╭─ Data shown

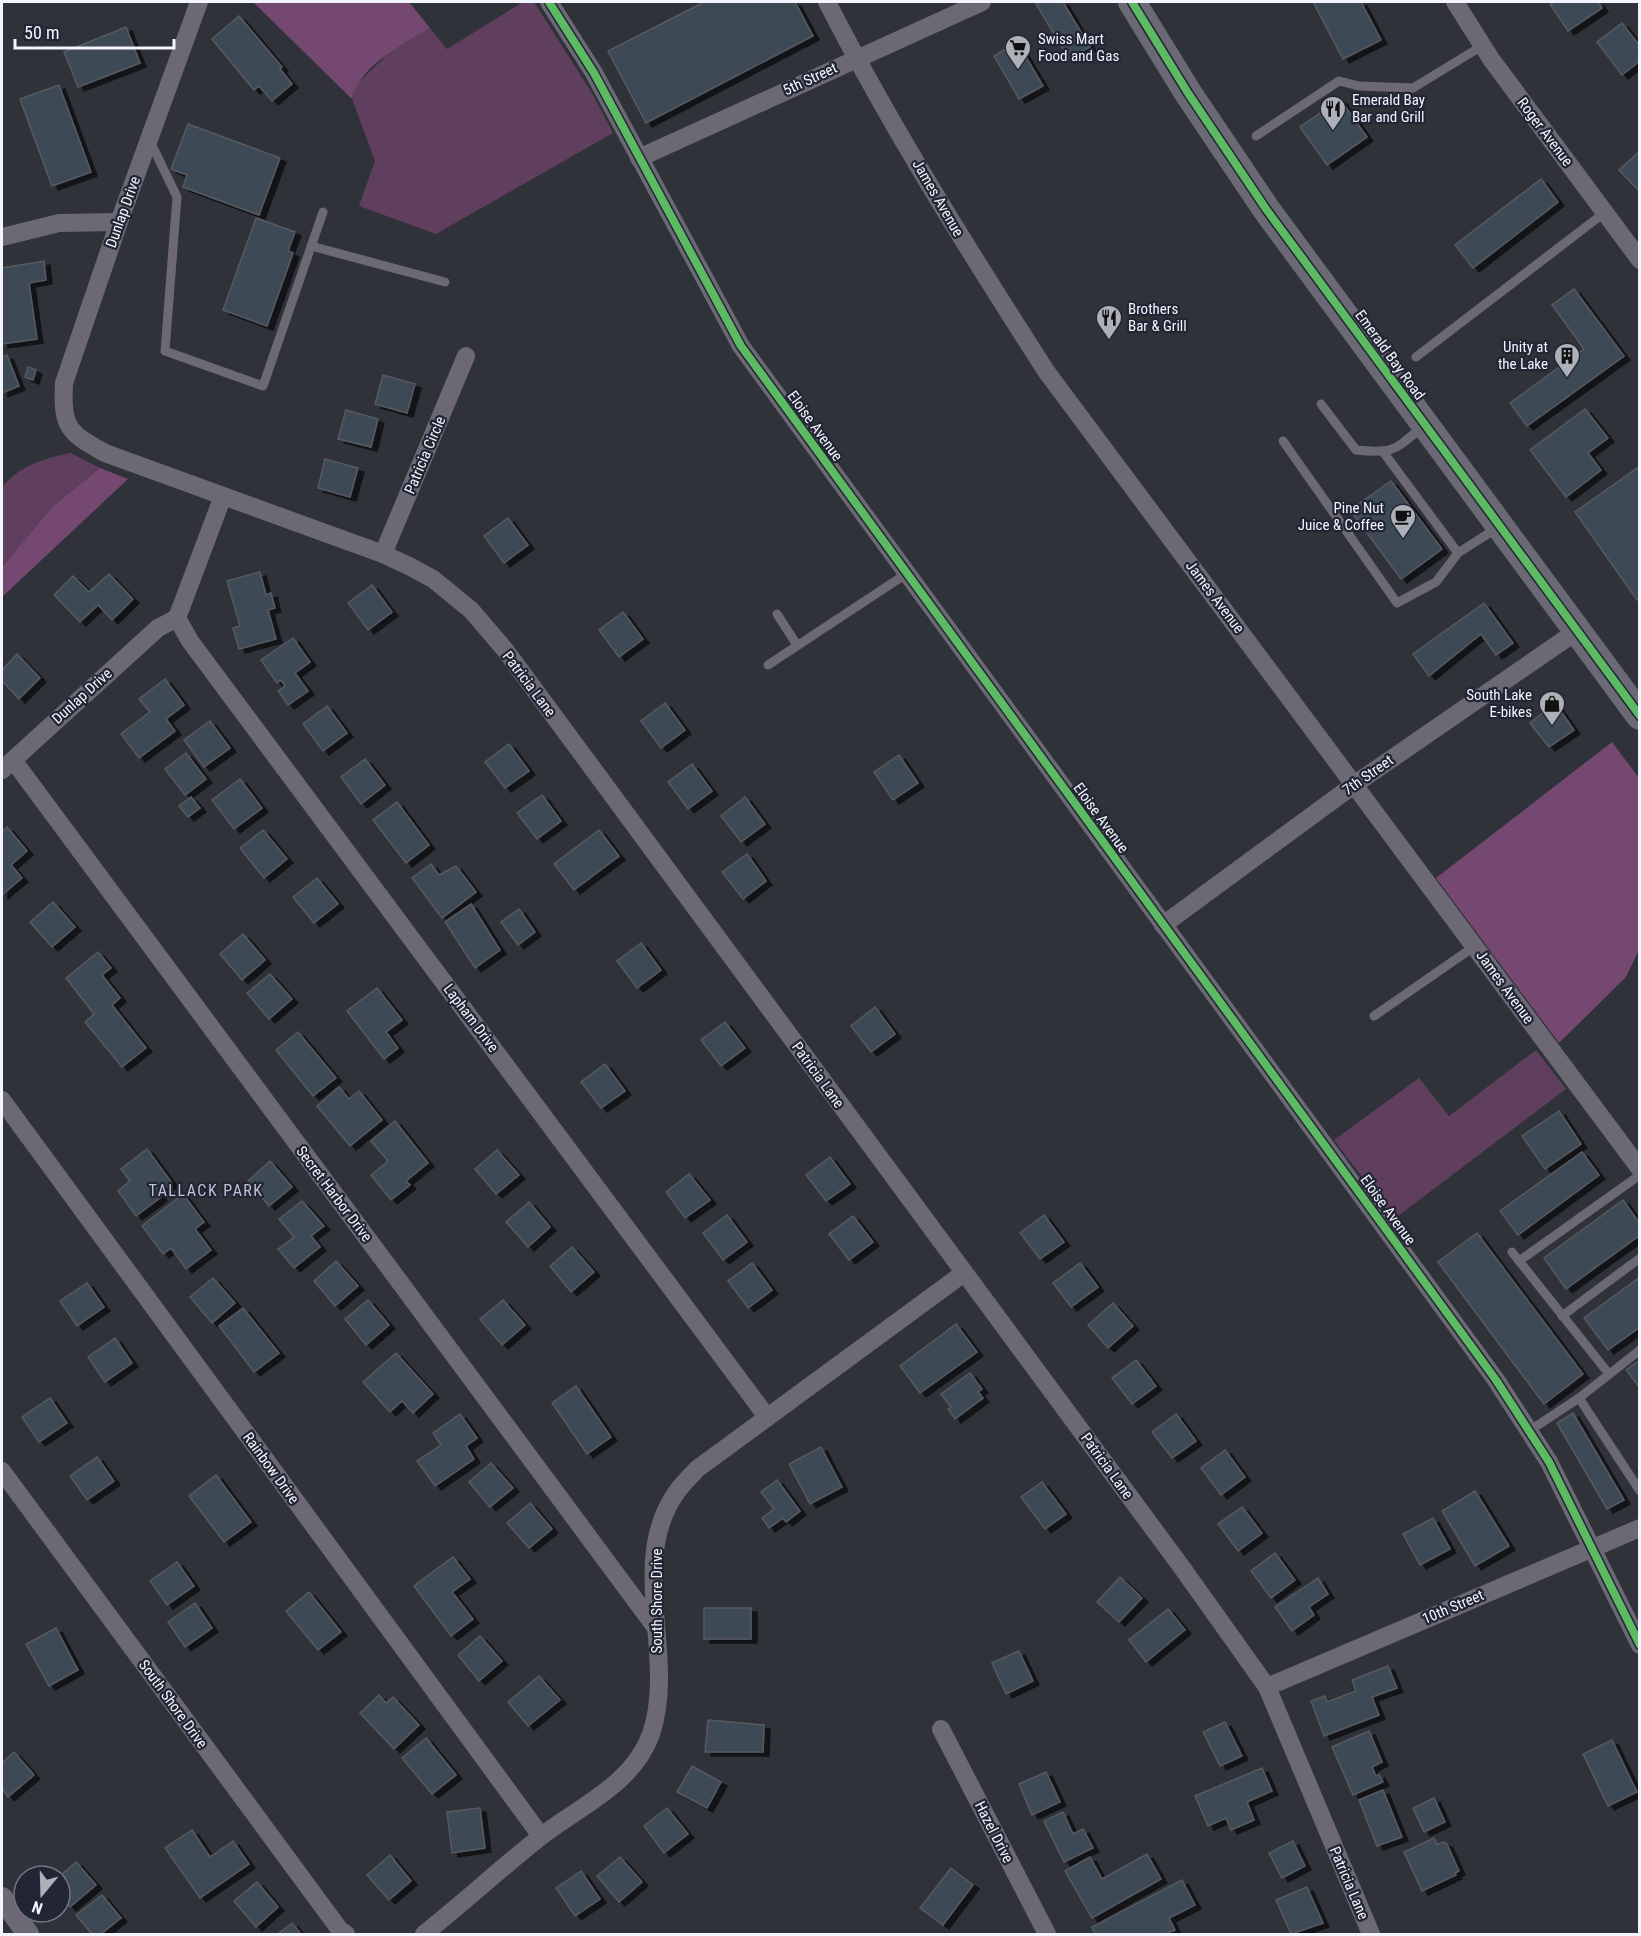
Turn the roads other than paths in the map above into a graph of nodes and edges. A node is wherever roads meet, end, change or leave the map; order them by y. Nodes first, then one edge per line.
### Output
1 (200, 2) edge
2 (549, 2) edge
3 (827, 2) edge
4 (982, 2) edge
5 (1132, 2) edge
6 (1455, 2) edge
7 (1482, 46) junction
8 (856, 58) junction
9 (1256, 136) dead end
10 (149, 139) junction
11 (639, 158) junction
12 (323, 212) dead end
13 (1605, 213) junction
14 (119, 222) junction
15 (2, 237) edge
16 (311, 246) junction
17 (1640, 260) edge
18 (445, 282) dead end
19 (466, 356) dead end
20 (1416, 357) dead end
21 (1321, 404) dead end
22 (1425, 425) junction
23 (67, 427) joint
24 (1283, 441) dead end
25 (1384, 453) junction
26 (223, 496) junction
27 (1499, 526) junction
28 (1458, 553) junction
29 (383, 554) junction
30 (906, 574) junction
31 (777, 614) dead end
32 (177, 618) junction
33 (1577, 631) junction
34 (798, 645) junction
35 (768, 665) dead end
36 (1640, 716) edge
37 (7, 765) edge
38 (1355, 784) junction
39 (1162, 925) junction
40 (1475, 946) junction
41 (1374, 1016) dead end
42 (2, 1100) edge
43 (1638, 1166) edge
44 (1512, 1252) dead end
45 (1640, 1258) edge
46 (1520, 1261) junction
47 (964, 1273) junction
48 (1562, 1316) junction
49 (1640, 1350) edge
50 (1609, 1374) junction
51 (1579, 1398) junction
52 (767, 1418) junction
53 (1529, 1431) junction
54 (2, 1471) edge
55 (1640, 1491) edge
56 (1640, 1528) edge
57 (1593, 1547) junction
58 (656, 1628) junction
59 (1640, 1645) edge
60 (1267, 1687) junction
61 (940, 1729) dead end
62 (541, 1836) junction
63 (2, 1898) edge
64 (28, 1935) edge
65 (346, 1935) edge
66 (424, 1935) edge
67 (1047, 1935) edge
68 (1371, 1935) edge

1 - 10 street, Dunlap Drive
2 - 11 street, Eloise Avenue
3 - 8 street, James Avenue
4 - 8 street, 5th Street
5 - 22 main road, Emerald Bay Road
6 - 7 street, Roger Avenue
7 - 9 lane
7 - 13 street, Roger Avenue
8 - 11 street, 5th Street
8 - 38 street, James Avenue
10 - 14 street, Dunlap Drive
10 - 16 lane
11 - 30 street, Eloise Avenue
12 - 16 lane
13 - 17 street, Roger Avenue
13 - 20 lane
14 - 15 street
14 - 23 street, Dunlap Drive
16 - 18 lane
19 - 29 street, Patricia Circle
21 - 25 lane
22 - 25 lane
22 - 27 main road, Emerald Bay Road
23 - 26 street, Patricia Lane
24 - 28 lane
25 - 28 lane
26 - 29 street, Patricia Lane
26 - 32 street
27 - 28 lane
27 - 33 main road, Emerald Bay Road
29 - 47 street, Patricia Lane
30 - 34 lane
30 - 39 street, Eloise Avenue
31 - 34 lane
32 - 37 street, Dunlap Drive
32 - 52 street, Lapham Drive
33 - 36 main road, Emerald Bay Road
33 - 38 street, 7th Street
34 - 35 lane
37 - 58 street, Secret Harbor Drive
38 - 39 street, 7th Street
38 - 40 street, James Avenue
39 - 53 street, Eloise Avenue
40 - 41 lane
40 - 43 street, James Avenue
42 - 62 street, Rainbow Drive
43 - 46 lane
44 - 46 lane
45 - 48 lane
46 - 48 lane
47 - 52 street, South Shore Drive
47 - 60 street, Patricia Lane
48 - 50 lane
49 - 50 lane
50 - 51 lane
51 - 53 lane
51 - 55 lane
52 - 58 street, South Shore Drive
53 - 57 street, Eloise Avenue
54 - 65 street, South Shore Drive
56 - 57 street, 10th Street
57 - 59 street, Eloise Avenue
57 - 60 street, 10th Street
58 - 62 street, South Shore Drive
60 - 68 street, Patricia Lane
61 - 67 street, Hazel Drive
62 - 66 street, South Shore Drive
63 - 64 street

╰─

Identify how many lines in the entries above contain the word "South" and provide only that figure.

5